§ **Problem to work on**
A complete answer lists every line of the entries below where the string "Breuningstraße" appears.

= Beginning of Section =

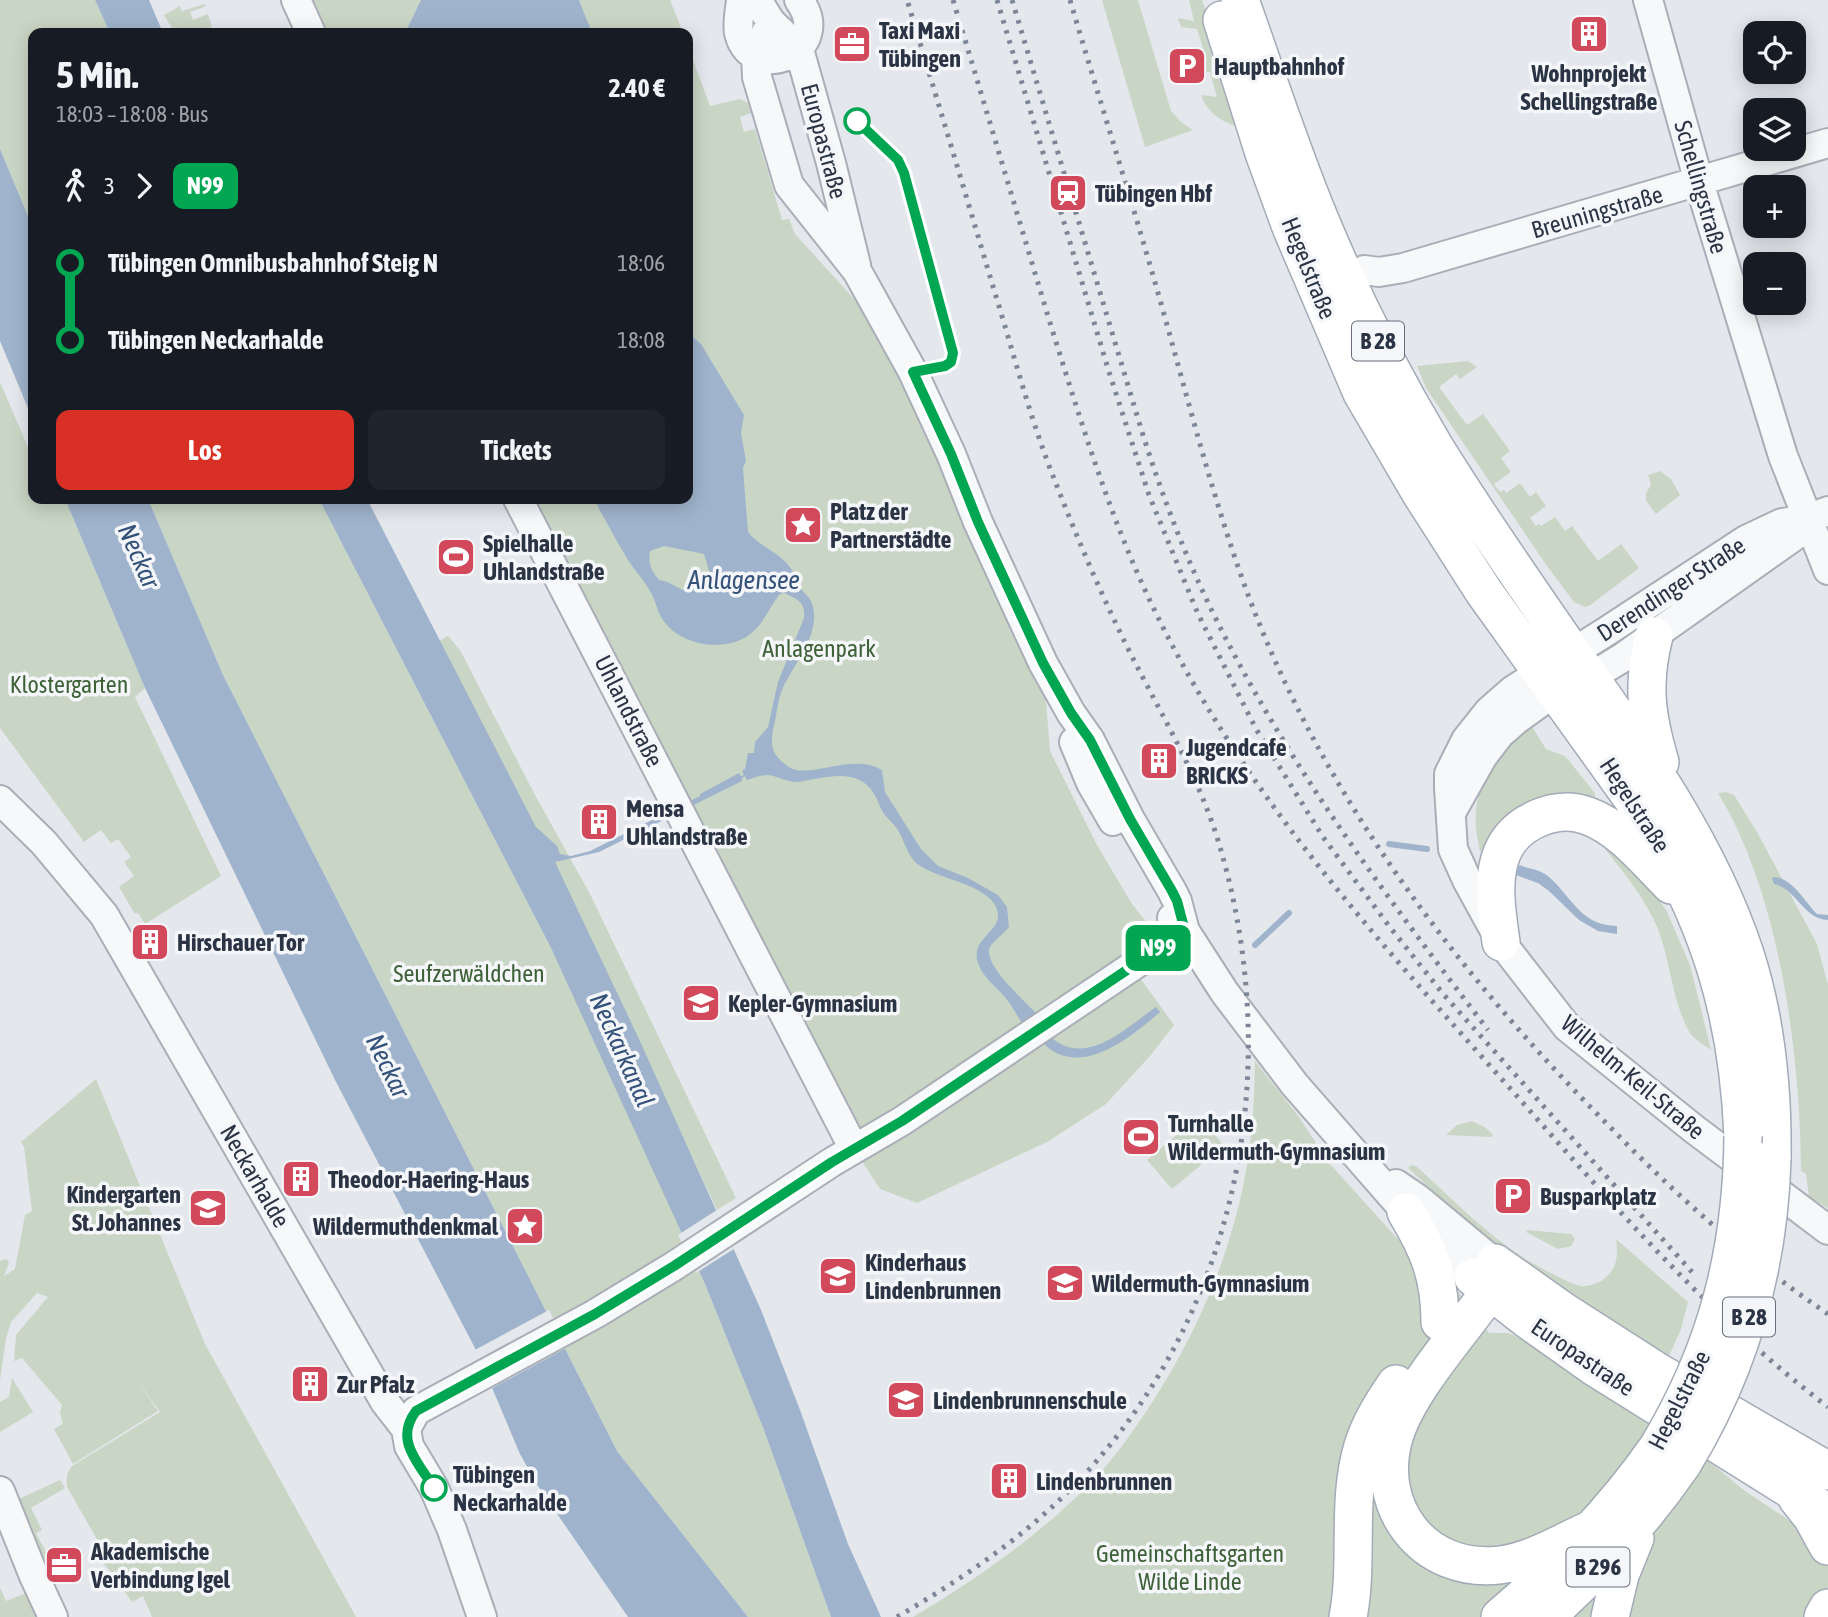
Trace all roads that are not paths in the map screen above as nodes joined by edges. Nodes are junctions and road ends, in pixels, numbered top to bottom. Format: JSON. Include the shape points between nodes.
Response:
{"nodes":[{"id":1,"x":296,"y":0,"type":"edge"},
{"id":2,"x":741,"y":0,"type":"edge"},
{"id":3,"x":799,"y":0,"type":"edge"},
{"id":4,"x":1215,"y":0,"type":"edge"},
{"id":5,"x":1240,"y":0,"type":"edge"},
{"id":6,"x":1648,"y":0,"type":"edge"},
{"id":7,"x":764,"y":11,"type":"edge"},
{"id":8,"x":308,"y":28,"type":"edge"},
{"id":9,"x":799,"y":49,"type":"junction"},
{"id":10,"x":756,"y":55,"type":"junction"},
{"id":11,"x":1828,"y":142,"type":"edge"},
{"id":12,"x":1699,"y":182,"type":"junction"},
{"id":13,"x":1364,"y":270,"type":"dead end"},
{"id":14,"x":857,"y":271,"type":"junction"},
{"id":15,"x":521,"y":504,"type":"edge"},
{"id":16,"x":1818,"y":515,"type":"edge"},
{"id":17,"x":1828,"y":570,"type":"edge"},
{"id":18,"x":1654,"y":636,"type":"junction"},
{"id":19,"x":1582,"y":665,"type":"junction"},
{"id":20,"x":1549,"y":683,"type":"junction"},
{"id":21,"x":1667,"y":794,"type":"junction"},
{"id":22,"x":0,"y":800,"type":"edge"},
{"id":23,"x":1694,"y":908,"type":"junction"},
{"id":24,"x":1185,"y":931,"type":"junction"},
{"id":25,"x":1502,"y":942,"type":"junction"},
{"id":26,"x":854,"y":1149,"type":"junction"},
{"id":27,"x":1366,"y":1165,"type":"junction"},
{"id":28,"x":1406,"y":1212,"type":"junction"},
{"id":29,"x":1828,"y":1230,"type":"edge"},
{"id":30,"x":1486,"y":1277,"type":"junction"},
{"id":31,"x":1440,"y":1322,"type":"junction"},
{"id":32,"x":411,"y":1420,"type":"junction"},
{"id":33,"x":1670,"y":1455,"type":"junction"},
{"id":34,"x":1828,"y":1471,"type":"edge"},
{"id":35,"x":1787,"y":1487,"type":"junction"},
{"id":36,"x":0,"y":1491,"type":"edge"},
{"id":37,"x":1646,"y":1513,"type":"junction"},
{"id":38,"x":1828,"y":1513,"type":"edge"},
{"id":39,"x":1594,"y":1528,"type":"junction"},
{"id":40,"x":1828,"y":1546,"type":"edge"},
{"id":41,"x":1828,"y":1608,"type":"edge"},
{"id":42,"x":53,"y":1617,"type":"edge"},
{"id":43,"x":482,"y":1617,"type":"edge"},
{"id":44,"x":1348,"y":1617,"type":"edge"},
{"id":45,"x":1500,"y":1617,"type":"edge"},
{"id":46,"x":1546,"y":1617,"type":"edge"},
{"id":47,"x":1610,"y":1617,"type":"edge"},
{"id":48,"x":1823,"y":1617,"type":"edge"}],
"edges":[{"from":1,"to":8,"type":"street"},
{"from":2,"to":10,"type":"street","via":[[739,32]]},
{"from":3,"to":9,"type":"street","via":[[808,21]]},
{"from":4,"to":20,"type":"main road","name":"Hegelstraße","number":"B 28","via":[[1291,227],[1362,393],[1442,528]]},
{"from":5,"to":19,"type":"main road","name":"Hegelstraße","number":"B 28","via":[[1319,219],[1392,370],[1463,492]]},
{"from":6,"to":12,"type":"street","name":"Schellingstraße"},
{"from":7,"to":9,"type":"street","name":"Europastraße"},
{"from":7,"to":10,"type":"street","name":"Europastraße"},
{"from":9,"to":10,"type":"street","via":[[784,58]]},
{"from":9,"to":14,"type":"street","name":"Europastraße"},
{"from":10,"to":14,"type":"street","name":"Europastraße","via":[[757,77],[789,185]]},
{"from":11,"to":12,"type":"street","name":"Breuningstraße"},
{"from":12,"to":13,"type":"street","name":"Breuningstraße","via":[[1403,268]]},
{"from":12,"to":16,"type":"street","name":"Schellingstraße","via":[[1783,456]]},
{"from":14,"to":24,"type":"street","name":"Europastraße","via":[[913,372],[1043,663],[1177,901]]},
{"from":15,"to":26,"type":"street","name":"Uhlandstraße"},
{"from":16,"to":17,"type":"street","name":"Schellingstraße"},
{"from":16,"to":18,"type":"street","name":"Derendinger Straße"},
{"from":16,"to":19,"type":"street","name":"Derendinger Straße","via":[[1782,523],[1746,540]]},
{"from":18,"to":19,"type":"street","name":"Derendinger Straße"},
{"from":18,"to":21,"type":"main road","number":"B 28","via":[[1646,701]]},
{"from":19,"to":20,"type":"street","name":"Derendinger Straße"},
{"from":19,"to":21,"type":"main road","name":"Hegelstraße","number":"B 28"},
{"from":20,"to":23,"type":"main road","name":"Hegelstraße","number":"B 28","via":[[1642,812]]},
{"from":20,"to":25,"type":"street","name":"Wilhelm-Keil-Straße","via":[[1483,756],[1452,811],[1453,849]]},
{"from":21,"to":33,"type":"main road","name":"Hegelstraße","number":"B 28","bridge":true,"via":[[1703,855],[1747,962],[1767,1058],[1772,1159],[1760,1271],[1744,1335],[1717,1400]]},
{"from":22,"to":32,"type":"street","name":"Neckarhalde","via":[[44,843],[104,915],[385,1402]]},
{"from":23,"to":25,"type":"main road","via":[[1614,831],[1590,816],[1552,813],[1530,821],[1501,851],[1496,895]]},
{"from":23,"to":33,"type":"main road","name":"Hegelstraße","number":"B 28","bridge":true,"via":[[1715,961],[1738,1061],[1741,1199],[1721,1307]]},
{"from":24,"to":26,"type":"street"},
{"from":24,"to":27,"type":"street","name":"Europastraße","via":[[1283,1071]]},
{"from":25,"to":29,"type":"street","name":"Wilhelm-Keil-Straße","via":[[1577,1036]]},
{"from":26,"to":32,"type":"street","via":[[595,1314]]},
{"from":27,"to":28,"type":"street","name":"Europastraße"},
{"from":27,"to":30,"type":"street","name":"Europastraße","via":[[1418,1199]]},
{"from":28,"to":30,"type":"street","name":"Europastraße"},
{"from":28,"to":31,"type":"main road","via":[[1434,1267]]},
{"from":30,"to":31,"type":"main road"},
{"from":30,"to":34,"type":"main road","name":"Europastraße","via":[[1563,1311]]},
{"from":30,"to":35,"type":"main road","name":"Europastraße","via":[[1593,1366]]},
{"from":30,"to":39,"type":"main road","via":[[1395,1433],[1389,1478],[1396,1506],[1424,1545],[1446,1558],[1479,1566],[1503,1565],[1536,1555]]},
{"from":31,"to":44,"type":"main road","via":[[1388,1395],[1363,1446],[1355,1491]]},
{"from":32,"to":43,"type":"street","name":"Neckarhalde","via":[[409,1446],[452,1530]]},
{"from":33,"to":37,"type":"main road","name":"Hegelstraße","number":"B 28"},
{"from":33,"to":39,"type":"main road","name":"Hegelstraße","number":"B 28","via":[[1624,1494]]},
{"from":35,"to":38,"type":"main road","name":"Europastraße"},
{"from":35,"to":40,"type":"main road"},
{"from":36,"to":42,"type":"street"},
{"from":37,"to":46,"type":"main road","name":"Hegelstraße","number":"B 296"},
{"from":37,"to":47,"type":"main road","via":[[1620,1575]]},
{"from":39,"to":45,"type":"main road","name":"Hegelstraße","number":"B 296"},
{"from":41,"to":48,"type":"main road"}]}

= End of Section =

§ **Completed exercise**
{"from":11,"to":12,"type":"street","name":"Breuningstraße"},
{"from":12,"to":13,"type":"street","name":"Breuningstraße","via":[[1403,268]]},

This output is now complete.